L’interopérabilité des réseaux sociaux permet de réguler les contenus en ligne en limitant les atteintes aux libertés fondamentales, notamment en ne recourant pas à des mesures de censure. Elle consiste à permettre à un utilisateur d’un réseau social A de communiquer avec un utilisateur d’un réseau social B. Ce faisant, l’interopérabilité des réseaux sociaux permet à un internaute de quitter un réseau social dont la politique de modération ne serait pas conforme à ses attentes, tout en pouvant continuer de communiquer avec ses contacts restés sur ledit réseau social.

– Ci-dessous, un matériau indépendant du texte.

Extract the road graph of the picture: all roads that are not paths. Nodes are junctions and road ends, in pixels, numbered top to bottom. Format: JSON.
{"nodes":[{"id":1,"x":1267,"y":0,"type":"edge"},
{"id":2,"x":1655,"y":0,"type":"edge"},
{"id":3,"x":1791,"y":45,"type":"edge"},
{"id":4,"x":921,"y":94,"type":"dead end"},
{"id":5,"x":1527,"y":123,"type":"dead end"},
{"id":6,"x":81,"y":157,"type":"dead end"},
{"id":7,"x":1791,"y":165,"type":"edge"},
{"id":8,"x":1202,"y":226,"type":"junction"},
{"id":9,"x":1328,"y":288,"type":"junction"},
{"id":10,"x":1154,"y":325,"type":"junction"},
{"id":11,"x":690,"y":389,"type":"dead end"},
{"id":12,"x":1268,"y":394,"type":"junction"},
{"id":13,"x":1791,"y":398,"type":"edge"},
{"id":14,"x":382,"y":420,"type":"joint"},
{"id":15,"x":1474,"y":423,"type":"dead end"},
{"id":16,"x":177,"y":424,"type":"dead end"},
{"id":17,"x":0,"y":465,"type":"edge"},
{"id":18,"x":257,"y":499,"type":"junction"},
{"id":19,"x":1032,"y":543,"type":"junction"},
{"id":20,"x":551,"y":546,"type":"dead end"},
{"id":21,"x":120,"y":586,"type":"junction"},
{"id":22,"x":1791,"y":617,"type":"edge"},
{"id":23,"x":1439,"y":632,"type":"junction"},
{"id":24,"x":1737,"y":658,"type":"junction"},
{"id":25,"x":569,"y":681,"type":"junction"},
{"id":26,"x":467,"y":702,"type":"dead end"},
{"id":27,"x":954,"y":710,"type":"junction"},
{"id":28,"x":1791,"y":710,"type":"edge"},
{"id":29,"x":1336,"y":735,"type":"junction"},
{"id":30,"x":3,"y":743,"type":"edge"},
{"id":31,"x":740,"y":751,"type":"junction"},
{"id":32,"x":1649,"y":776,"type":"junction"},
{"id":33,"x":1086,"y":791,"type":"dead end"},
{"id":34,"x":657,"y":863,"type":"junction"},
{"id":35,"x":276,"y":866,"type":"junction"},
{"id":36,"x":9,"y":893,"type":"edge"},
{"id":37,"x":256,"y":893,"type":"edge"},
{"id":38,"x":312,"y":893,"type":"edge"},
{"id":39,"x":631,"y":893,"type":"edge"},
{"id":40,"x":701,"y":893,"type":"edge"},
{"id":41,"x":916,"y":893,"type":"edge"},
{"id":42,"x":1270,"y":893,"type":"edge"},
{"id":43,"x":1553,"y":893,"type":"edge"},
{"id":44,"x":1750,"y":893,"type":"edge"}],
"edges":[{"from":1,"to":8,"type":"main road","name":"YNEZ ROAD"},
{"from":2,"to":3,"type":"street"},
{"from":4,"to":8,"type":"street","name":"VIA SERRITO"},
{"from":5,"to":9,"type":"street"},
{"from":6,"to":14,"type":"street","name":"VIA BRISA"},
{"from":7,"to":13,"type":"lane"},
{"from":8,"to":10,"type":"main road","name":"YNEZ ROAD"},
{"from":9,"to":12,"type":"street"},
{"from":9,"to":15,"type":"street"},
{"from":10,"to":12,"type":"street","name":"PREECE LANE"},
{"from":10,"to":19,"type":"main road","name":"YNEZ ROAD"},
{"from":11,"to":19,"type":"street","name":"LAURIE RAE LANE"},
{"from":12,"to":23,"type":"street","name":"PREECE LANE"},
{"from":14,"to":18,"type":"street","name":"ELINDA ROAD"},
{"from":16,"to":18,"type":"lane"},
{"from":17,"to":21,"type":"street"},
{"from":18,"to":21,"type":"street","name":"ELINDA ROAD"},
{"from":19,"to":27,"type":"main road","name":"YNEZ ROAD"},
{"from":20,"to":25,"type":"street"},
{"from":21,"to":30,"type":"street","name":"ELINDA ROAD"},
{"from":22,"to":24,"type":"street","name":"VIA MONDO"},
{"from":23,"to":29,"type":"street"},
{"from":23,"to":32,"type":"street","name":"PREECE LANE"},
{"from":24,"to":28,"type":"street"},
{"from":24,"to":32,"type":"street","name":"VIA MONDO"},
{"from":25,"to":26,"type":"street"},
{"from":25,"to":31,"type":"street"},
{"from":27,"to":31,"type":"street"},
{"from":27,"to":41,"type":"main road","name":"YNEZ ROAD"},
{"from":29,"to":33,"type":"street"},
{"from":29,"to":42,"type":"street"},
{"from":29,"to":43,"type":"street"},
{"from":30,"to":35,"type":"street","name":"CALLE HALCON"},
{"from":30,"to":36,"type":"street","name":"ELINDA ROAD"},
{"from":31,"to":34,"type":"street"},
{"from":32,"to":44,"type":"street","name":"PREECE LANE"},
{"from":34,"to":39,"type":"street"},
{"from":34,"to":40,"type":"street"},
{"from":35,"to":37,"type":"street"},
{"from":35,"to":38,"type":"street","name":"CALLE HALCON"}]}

 L’interopérabilité des réseaux sociaux augmente la concurrence entre les réseaux sociaux puisque ces derniers perdront le monopole qu’ils ont aujourd’hui sur leur communauté. Elle permet ainsi l’émergence de petits acteurs, aux capacités économiques moindre que les géants américains et chinois, qui pourront développer une offre plus éthique que les grands réseaux sociaux actuels. Cette interopérabilité permettra notamment l’émergence de réseaux sociaux reposant sur un modèle économique autre que la publicité ciblée.

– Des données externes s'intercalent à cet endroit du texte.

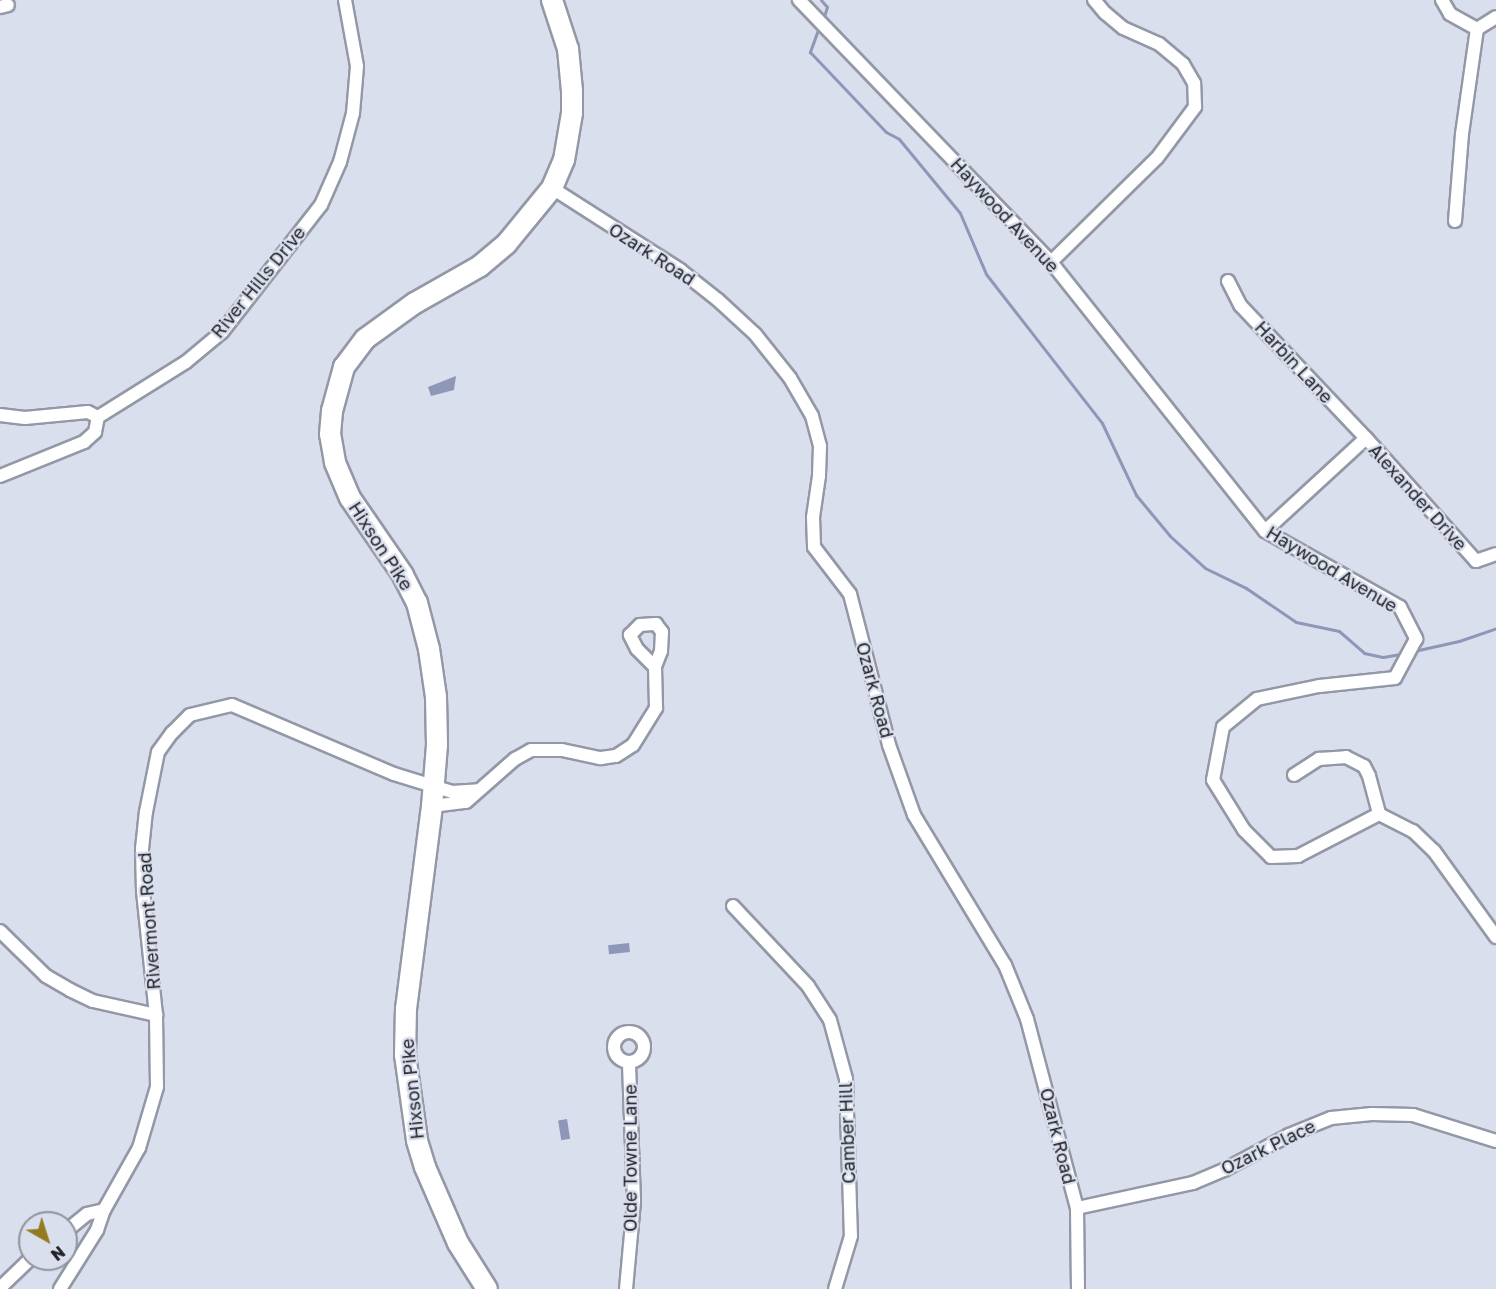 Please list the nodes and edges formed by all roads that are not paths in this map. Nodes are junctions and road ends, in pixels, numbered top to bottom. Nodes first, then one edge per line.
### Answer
1 (345, 0) edge
2 (552, 0) edge
3 (799, 0) edge
4 (1094, 0) edge
5 (1442, 0) edge
6 (1496, 17) edge
7 (1477, 29) junction
8 (552, 188) junction
9 (1455, 221) dead end
10 (1051, 262) junction
11 (1228, 281) dead end
12 (0, 415) edge
13 (98, 417) junction
14 (1366, 438) junction
15 (0, 476) edge
16 (1265, 531) junction
17 (1496, 554) edge
18 (655, 667) dead end
19 (1294, 775) dead end
20 (434, 786) junction
21 (479, 790) junction
22 (432, 806) junction
23 (1379, 814) junction
24 (733, 906) dead end
25 (0, 931) edge
26 (1496, 937) edge
27 (156, 1015) junction
28 (629, 1063) dead end
29 (1496, 1141) edge
30 (1077, 1208) junction
31 (104, 1210) junction
32 (78, 1221) edge
33 (18, 1271) edge
34 (0, 1288) edge
35 (60, 1289) edge
36 (487, 1289) edge
37 (626, 1289) edge
38 (835, 1289) edge
39 (1078, 1289) edge

1 - 13 street, River Hills Drive
2 - 8 main road, Hixson Pike
3 - 10 street, Haywood Avenue
4 - 10 street
5 - 7 street
6 - 7 street
7 - 9 street
8 - 20 main road, Hixson Pike
8 - 30 street, Ozark Road
10 - 16 street, Haywood Avenue
11 - 14 street, Harbin Lane
12 - 13 street
13 - 15 street
14 - 16 street, Alexander Drive
14 - 17 street, Alexander Drive
16 - 23 street, Haywood Avenue
18 - 21 street
19 - 23 street
20 - 21 street, Rivermont Road
20 - 22 main road, Hixson Pike
20 - 27 street, Rivermont Road
21 - 22 street
22 - 36 main road, Hixson Pike
23 - 26 street
24 - 38 street, Camber Hill
25 - 27 street
27 - 31 street, Rivermont Road
28 - 37 street, Olde Towne Lane
29 - 30 street, Ozark Place
30 - 39 street, Ozark Road
31 - 32 street
31 - 35 street, Rivermont Road
33 - 34 street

 Il existe aujourd’hui différents réseaux sociaux interopérables entre eux, Mastodon étant le logiciel le plus utilisé dans cet écosystème avec environ 2,4 millions d’utilisateurs actifs en décembre 2022. Mastodon est un réseau social de microblogging, similaire a Twitter/X, et est aujourd’hui vu comme une alternative crédible en réponse aux choix arbitraires de modération de Twitter/X depuis son rachat par Elon Musk. L’Union européenne dispose par exemple d’une « instance » Mastodon, c’est-à-dire de son réseau social interopérable pour les administrations de l’UE, permettant à des internautes sur d’autres « instances » de suivre les comptes européens. La Suisse, également, a récemment annoncé le lancement de son instance Mastodon. De plus, de nombreuses administrations ou organismes publics français ont déjà un compte Mastodon (Conseil national du numérique, Direction du numérique pour l’éducation du ministère français de l’Éducation nationale et de la jeunesse dédié aux logiciels et ressources éducatives libres, Mission Interministérielle Numérique écoresponsable, CNRS, des lycées, ...).

 Pourtant, il n’existe aujourd’hui aucune obligation d’interopérabilité pour les grands réseaux sociaux. ces derniers peuvent donc maintenir leurs utilisateurs dans leur giron, le coût pour quitter un réseau social étant important puisque sans interopérabilité il signifie se couper de ses contacts restés sur la plateforme. De plus, en l’absence de régulation, les GAFAM sont aujourd’hui incités à rejoindre à leurs conditions l’écosystème des réseaux sociaux interopérables afin d’orienter, par le poids qu’ils représentent en termes d’utilisateurs, les choix techniques en leur faveur. Meta a annoncé cet été le lancement de Threads, un concurrent à Twitter qui sera à termes interopérable. Or, sans régulateur capable de décider des normes techniques bonnes pour l’ensemble des réseaux sociaux interopérables, ce sont ces géants qui imposeront leurs choix. Il est donc urgent de réguler ce milieu afin que les géants ouvrent leurs communautés sans imposer leurs choix techniques au reste de l’écosystème.

 Le Digital Markets Act (DMA), règlement européen visant à réguler les plateformes, avait initialement envisagé, sous l’impulsion du Parlement européen, d’introduire une telle obligation d’interopérabilité des réseaux sociaux. Lors des trilogues, cette obligation a été retirée du texte et seule celle des messageries interpersonnelles est prévue dans le DMA. Cela n’est bien entendu pas satisfaisant : les messageries interpersonnelles, même si elles peuvent ressembler sur certains points à des réseaux sociaux, ne relèvent pas des mêmes usages. Il est nécessaire de prévoir cette obligation d’interopérabilité également pour les réseaux sociaux.

 Le présent amendement vise à introduire une obligation d’interopérabilité des réseaux sociaux. Elle se base sur la proposition du Parlement européen dans le cadre du Digital Markets Act. L’Arcep sera chargée d’établir les normes techniques à respecter puis veillera à leur respect.